The analysis so far considers only parking demand, i.e. storage for OVs that are not in service. In the following, we further investigate pick-up demand, i.e. space for OVs to wait while picking up a passenger. If users prefer short or zero wait times for an on-demand trip, the vehicle will need to (at least in expectation) arrive prior to a trip’s start time and wait in a suitable area. Ordering a vehicle in advance can ensure this, but can introduce an uncertainty in how long the vehicle needs to wait for the passenger. This is currently discouraged by operators by charging extra fees for vehicles waiting and presenting a user interface that emphasizes the immediate availability of vehicles. Especially with the adoption of AVs, the economics of this situation could change, with the cost of vehicles waiting decreasing, and operators realizing the value of receiving trip requests early that allows more optimized dispatching and the appeal of passengers not having to wait, essentially creating incentives to order a vehicle early even if the exact departure time is not known yet. Such vehicles will need to wait in a convenient location, that we term waiting areas in general and which could be interchangeable with long-term parking or be required to be separate from them.

We incorporate demand for such waiting areas in our model via the passenger “convenience” parameter \(T_W\) and require vehicles to arrive at least \(T_W\) time before the start of each trip, with the need to provide parking for them for this time. Using this assumption, we calculate the number of short-term waiting spots needed to accomodate this additional demand as the sum of the maximum number of waiting vehicles at each discrete location and interpret it as the “price of convenience”. As displayed in Fig. 3 (left panel), total demand for waiting areas can be as large as 6% of our current estimate of parking supply (for \(T_W = 10\,{\min}\)). Since this demand is assumed to be at the exact location passengers start their trips, it is also highly affected by how such locations are discretized in space—i.e., the extent to which pick-up locations are consolidated in a central point on each block or groups of blocks (see Fig. S6 in the Supplementary Material and the discussion in the “Methods” section for more details).

Figure 3
figure3

Estimating short-term parking requirements. Left: pick-up demand (i.e. parking spaces used as waiting areas) relative to the baseline parking demand as a function of the passenger convenience parameter (\(T_W\)). For \(T_W = 10\,{\min}\), this number reaches almost 6% of the baseline (current parking demand), i.e. about 80,000 spaces. Note that this number is independent of the simulation parameter \(r_{{\max }}\), since in all cases, waiting cars need to be present at the trip start nodes; compared to the long-term parking demand, this number will correspond to increasingly larger ratio as \(r_{{\max }}\) is increased. Note that the curve starts from \(T_W = 1\,\mathrm {s}\), where the pick-up demand is the sum of the maximum number of trips starting at the same time at each discrete location, i.e. about 8,000 parking spaces. Right: total parking demand (\(NP_{ov}\)) including pick-up demand as a function of increase in VKT (\(TD_{extra}\)) considering different expected extra required wait times (\(T_W\)) and usage policies for short-term parking. Note that these numbers also include the increased demand due to fleet size increases to compensate for the extra time spent idle. Results for \(T_W = 0\) are the same as displayed in Fig. 1. Figures were created with Gnuplot, version 5.2, available at http://gnuplot.info.

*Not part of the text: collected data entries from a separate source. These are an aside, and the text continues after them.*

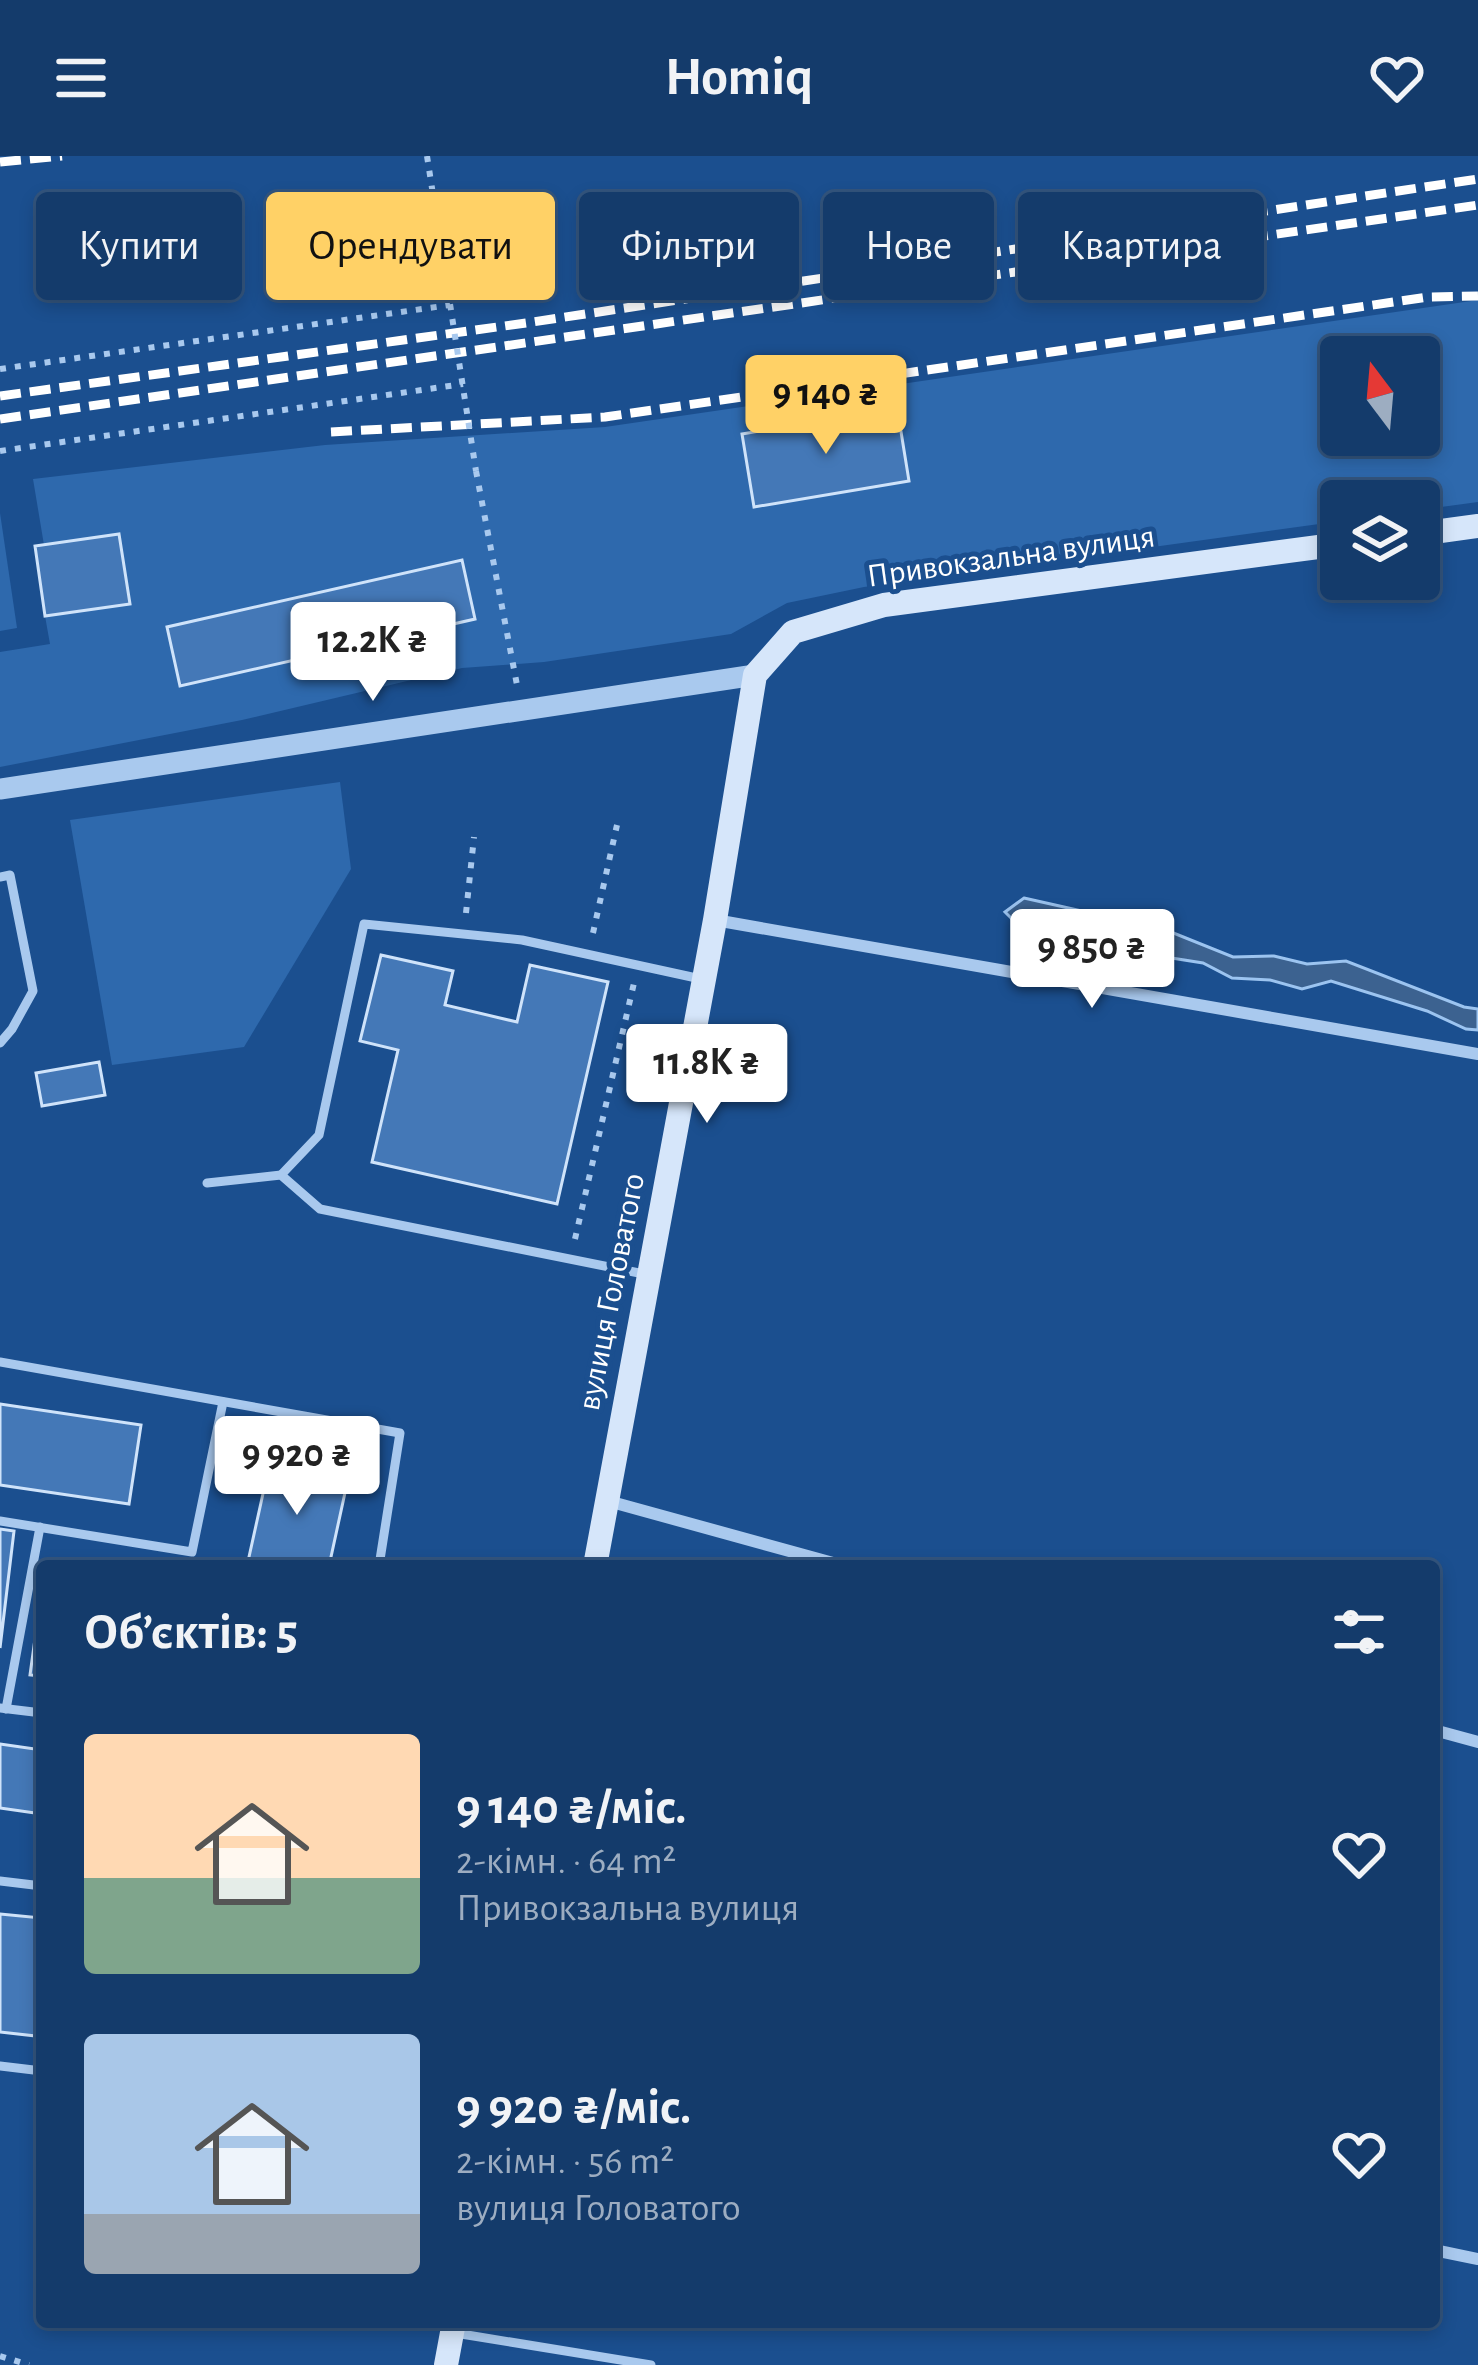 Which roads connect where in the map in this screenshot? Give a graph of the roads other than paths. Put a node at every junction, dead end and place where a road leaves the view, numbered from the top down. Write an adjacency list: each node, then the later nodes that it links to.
1 (1478, 526): 2 (main road)
2 (1440, 531)
3 (1320, 547): 4 (main road, Привокзальна вулиця)
4 (755, 675): 5 (street); 7 (main road, вулиця Головатого)
5 (0, 789)
6 (0, 877): 9 (lane)
7 (715, 920): 8 (main road, вулиця Головатого); 10 (street)
8 (704, 980): 11 (lane); 13 (main road, вулиця Головатого)
9 (0, 1043)
10 (1478, 1054)
11 (281, 1175): 12 (lane); 13 (lane)
12 (207, 1183)
13 (649, 1275): 16 (main road, вулиця Головатого)
14 (0, 1362): 15 (lane)
15 (223, 1402): 18 (lane); 19 (lane)
16 (607, 1500): 20 (main road, вулиця Головатого); 21 (street)
17 (0, 1521): 18 (lane)
18 (40, 1528): 22 (lane)
19 (380, 1560)
20 (596, 1560)
21 (822, 1560)
22 (3, 1709): 23 (lane)
23 (36, 1712)
24 (1440, 1732): 25 (street)
25 (1478, 1742)
26 (0, 1881): 27 (lane)
27 (36, 1885)
28 (0, 2066): 29 (lane)
29 (36, 2071)
30 (1440, 2251): 31 (street)
31 (1478, 2259)
32 (453, 2328): 34 (main road)
33 (458, 2328): 35 (lane)
34 (446, 2365)
35 (651, 2365)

How much pick-up demand will add to the total parking demand of a city will depend on the policies related to use of short-term and long-term waiting areas, i.e. whether waiting areas can be used for long-term parking as well. We investigate two scenarios for this; in Fig. 3 we show that if there is a strict separation between short-term waiting areas and long-term parking (“separate case”), combined demand is significantly higher than if waiting areas are available for long-term parking as well (“mixed” case). The assumptions used in this estimation are further discussed in the Supplementary Material, Sect. 3, along with more detailed results for each case (Figs. S6S10).

Discussion

Our results show that a drastically reduced fleet of OVs could serve all private vehicle trips in Singapore, freeing up tremendous amount of space currently dedicated to parking. Parking lots could be redeveloped for housing and other productive uses, in turn stimulating the creation of dense, walkable neighborhoods and reducing urban sprawl and the associated societal and environmental costs9,46. In the minds of some planners, OVs and AVs have the potential to spur an evolution towards a more pedestrian-oriented society and make urban living more attractive47,48. At the same time, reducing the size of the vehicle fleet has been linked to the potential of reducing lifecycle emissions from vehicle manufacture and disposal39,49.

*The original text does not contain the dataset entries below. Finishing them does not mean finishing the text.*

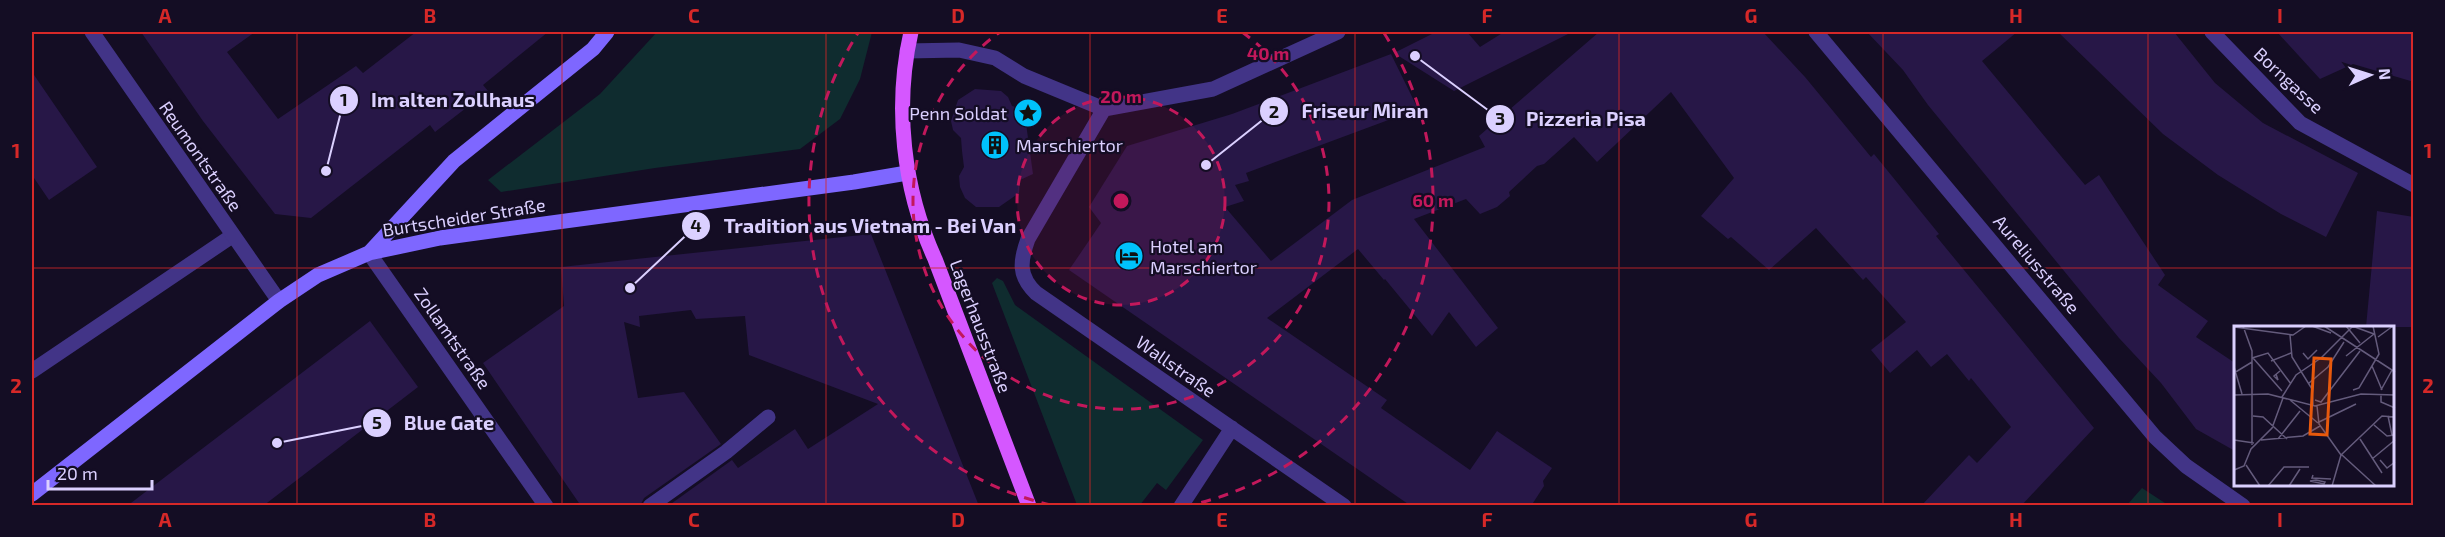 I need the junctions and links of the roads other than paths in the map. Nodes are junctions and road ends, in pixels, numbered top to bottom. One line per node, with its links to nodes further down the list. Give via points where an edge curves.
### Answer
1 (92, 32): 11 (street, Reumontstraße)
2 (608, 32): 12 (main road, via 593,49 454,161)
3 (911, 32): 7 (main road, Lagerhausstraße)
4 (1338, 32): 8 (street, via 1213,89)
5 (1816, 32): 23 (street, Aureliusstraße, via 2155,437 2186,466)
6 (2212, 32): 10 (street, Borngasse, via 2301,123)
7 (907, 51): 8 (street, via 959,50 994,58 1024,76); 9 (main road, Lagerhausstraße, via 903,122)
8 (1104, 109): 16 (street, Wallstraße, via 1028,238 1023,275 1036,293)
9 (907, 172): 12 (main road, Burtscheider Straße, via 440,238); 20 (main road, Lagerhausstraße, via 922,230)
10 (2414, 185)
11 (232, 236): 13 (street, Reumontstraße); 14 (street)
12 (369, 252): 13 (main road, Burtscheider Straße, via 318,275); 18 (street, Zollamtstraße)
13 (279, 301): 17 (main road, Burtscheider Straße)
14 (32, 371)
15 (768, 417): 19 (street)
16 (1232, 428): 21 (street); 22 (street, Wallstraße)
17 (32, 494)
18 (546, 506)
19 (650, 506)
20 (1029, 506)
21 (1182, 506)
22 (1344, 506)
23 (2243, 506)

We do, however, identify four major limitations to the potential to reduce the amount of urban land devoted to parking.

First, the more urban land is freed up through parking consolidation, remote parking, and a shared fleet model, the more vehicle travel will result from deadheading and other vehicle relocation activity, e.g. vehicles moving to and from the remote lots. While parking demand can be reduced to as little as 14% of the baseline, this comes at the expense of a 24% increase in VKT.

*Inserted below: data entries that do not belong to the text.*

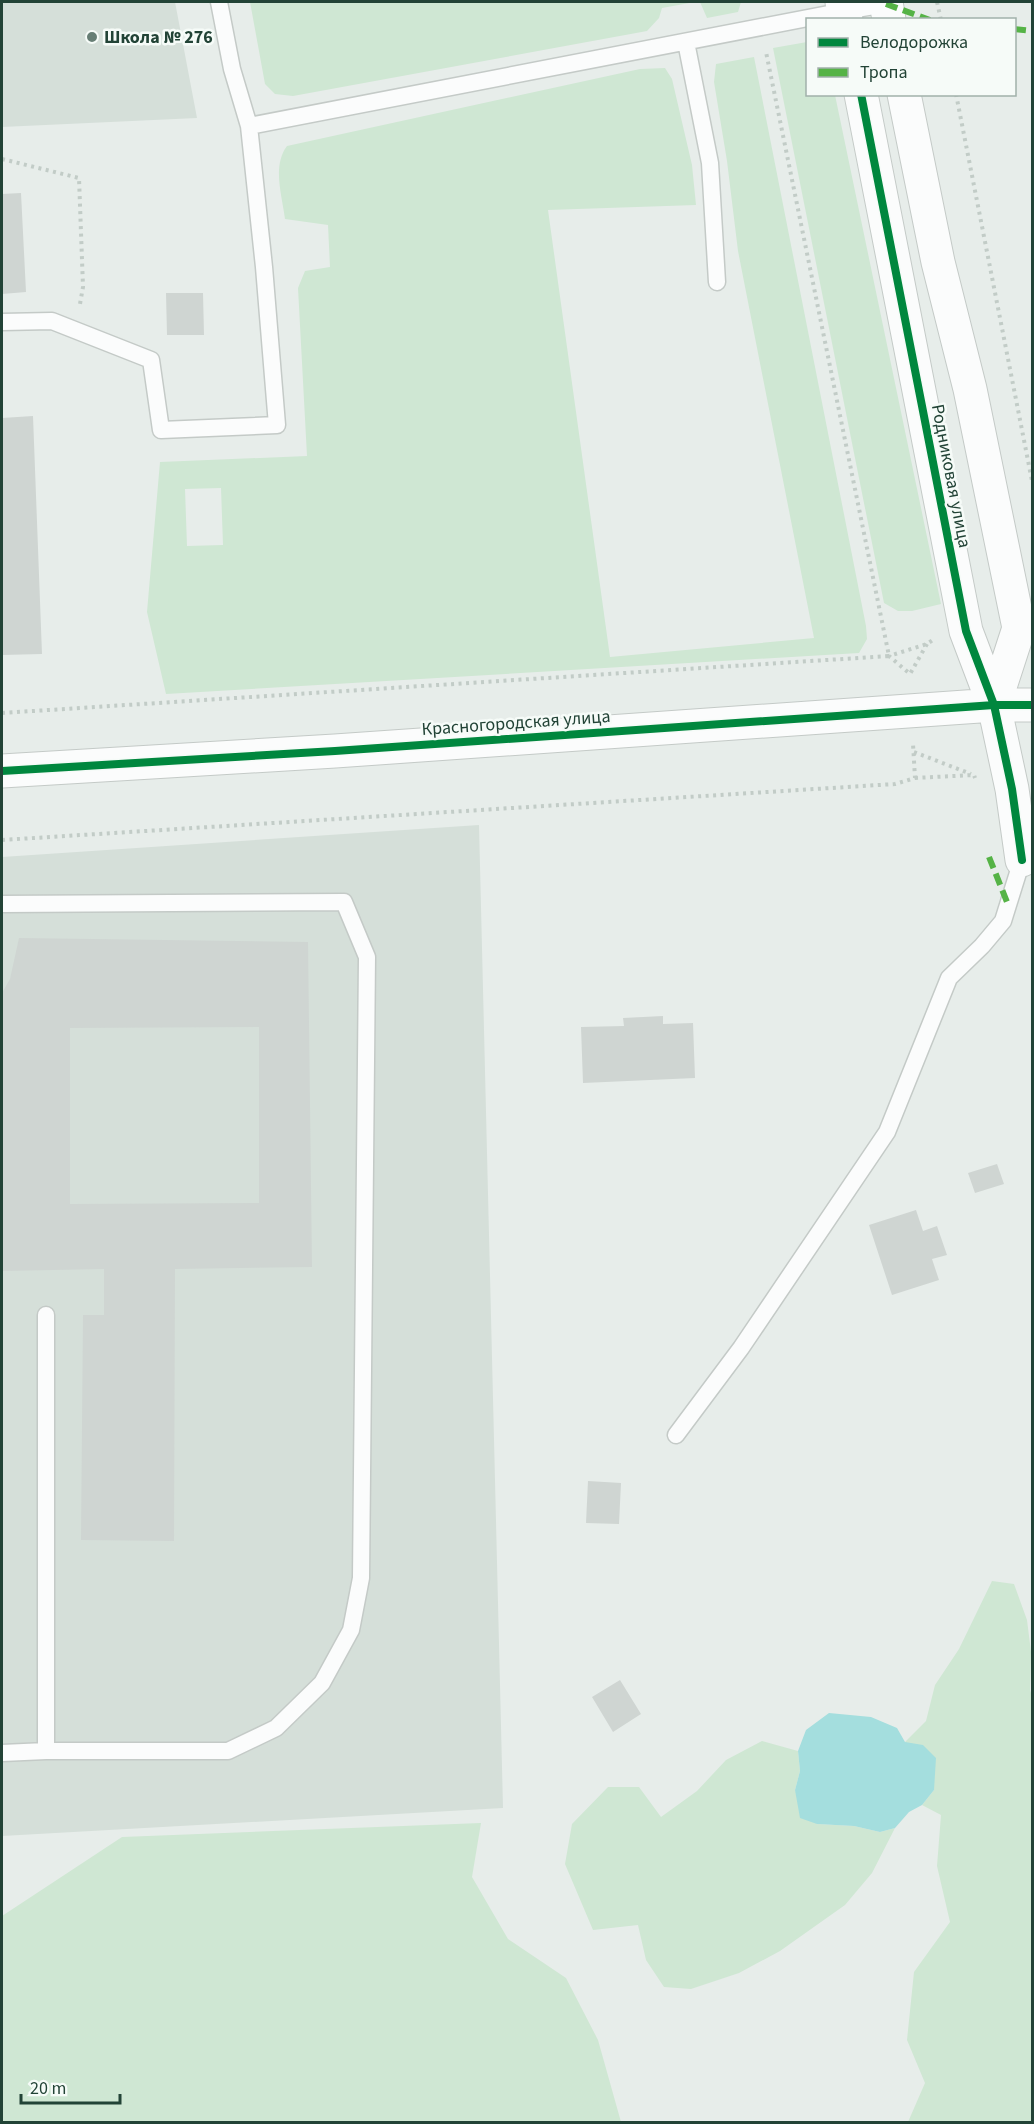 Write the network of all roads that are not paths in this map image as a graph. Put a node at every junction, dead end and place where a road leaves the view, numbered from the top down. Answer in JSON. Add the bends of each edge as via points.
{"nodes":[{"id":1,"x":219,"y":2,"type":"edge"},
{"id":2,"x":887,"y":8,"type":"edge"},
{"id":3,"x":844,"y":10,"type":"edge"},
{"id":4,"x":686,"y":42,"type":"junction"},
{"id":5,"x":861,"y":96,"type":"edge"},
{"id":6,"x":904,"y":96,"type":"edge"},
{"id":7,"x":249,"y":126,"type":"junction"},
{"id":8,"x":717,"y":282,"type":"dead end"},
{"id":9,"x":2,"y":322,"type":"edge"},
{"id":10,"x":994,"y":705,"type":"junction"},
{"id":11,"x":1032,"y":705,"type":"edge"},
{"id":12,"x":2,"y":771,"type":"edge"},
{"id":13,"x":1022,"y":860,"type":"joint"},
{"id":14,"x":2,"y":904,"type":"edge"},
{"id":15,"x":46,"y":1315,"type":"dead end"},
{"id":16,"x":676,"y":1435,"type":"dead end"},
{"id":17,"x":46,"y":1752,"type":"junction"},
{"id":18,"x":2,"y":1753,"type":"edge"}],
"edges":[{"from":1,"to":7,"type":"lane","via":[[232,69]]},
{"from":2,"to":3,"type":"lane"},
{"from":3,"to":4,"type":"lane"},
{"from":4,"to":7,"type":"lane"},
{"from":4,"to":8,"type":"lane","via":[[710,163]]},
{"from":5,"to":10,"type":"street","name":"Родниковая улица","via":[[966,631]]},
{"from":6,"to":10,"type":"street","name":"Родниковая улица","via":[[1019,628]]},
{"from":7,"to":9,"type":"lane","via":[[277,425],[161,430],[151,360],[52,321]]},
{"from":10,"to":11,"type":"street","name":"Красногородская улица"},
{"from":10,"to":12,"type":"street","name":"Красногородская улица"},
{"from":10,"to":13,"type":"street","name":"Родниковая улица"},
{"from":13,"to":16,"type":"lane","via":[[1003,921],[949,978],[886,1132],[741,1348]]},
{"from":14,"to":17,"type":"lane","via":[[344,902],[367,957],[361,1578],[351,1630],[322,1683],[276,1728],[228,1751]]},
{"from":15,"to":17,"type":"lane"},
{"from":17,"to":18,"type":"lane"}]}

Second, human mobility is temporally concentrated, particularly in the morning and afternoon peak commute periods41,42,43. Most vehicles will be idle at night, and many during the middle of the day, and require parking. While such parking facilities could be in remote locations, this would further increase vehicle travel from deadheading.

Third, there is a spatial mismatch between the places where reduced parking is most beneficial, and the places where OVs can most efficiently contribute to parking reductions (see Figs. S13S16 in the Supplementary Material and “Supplementary Videos” for the spatial distribution of parking). Most of the freed-up spaces are in residential areas, while the most valuable land is in the central business district.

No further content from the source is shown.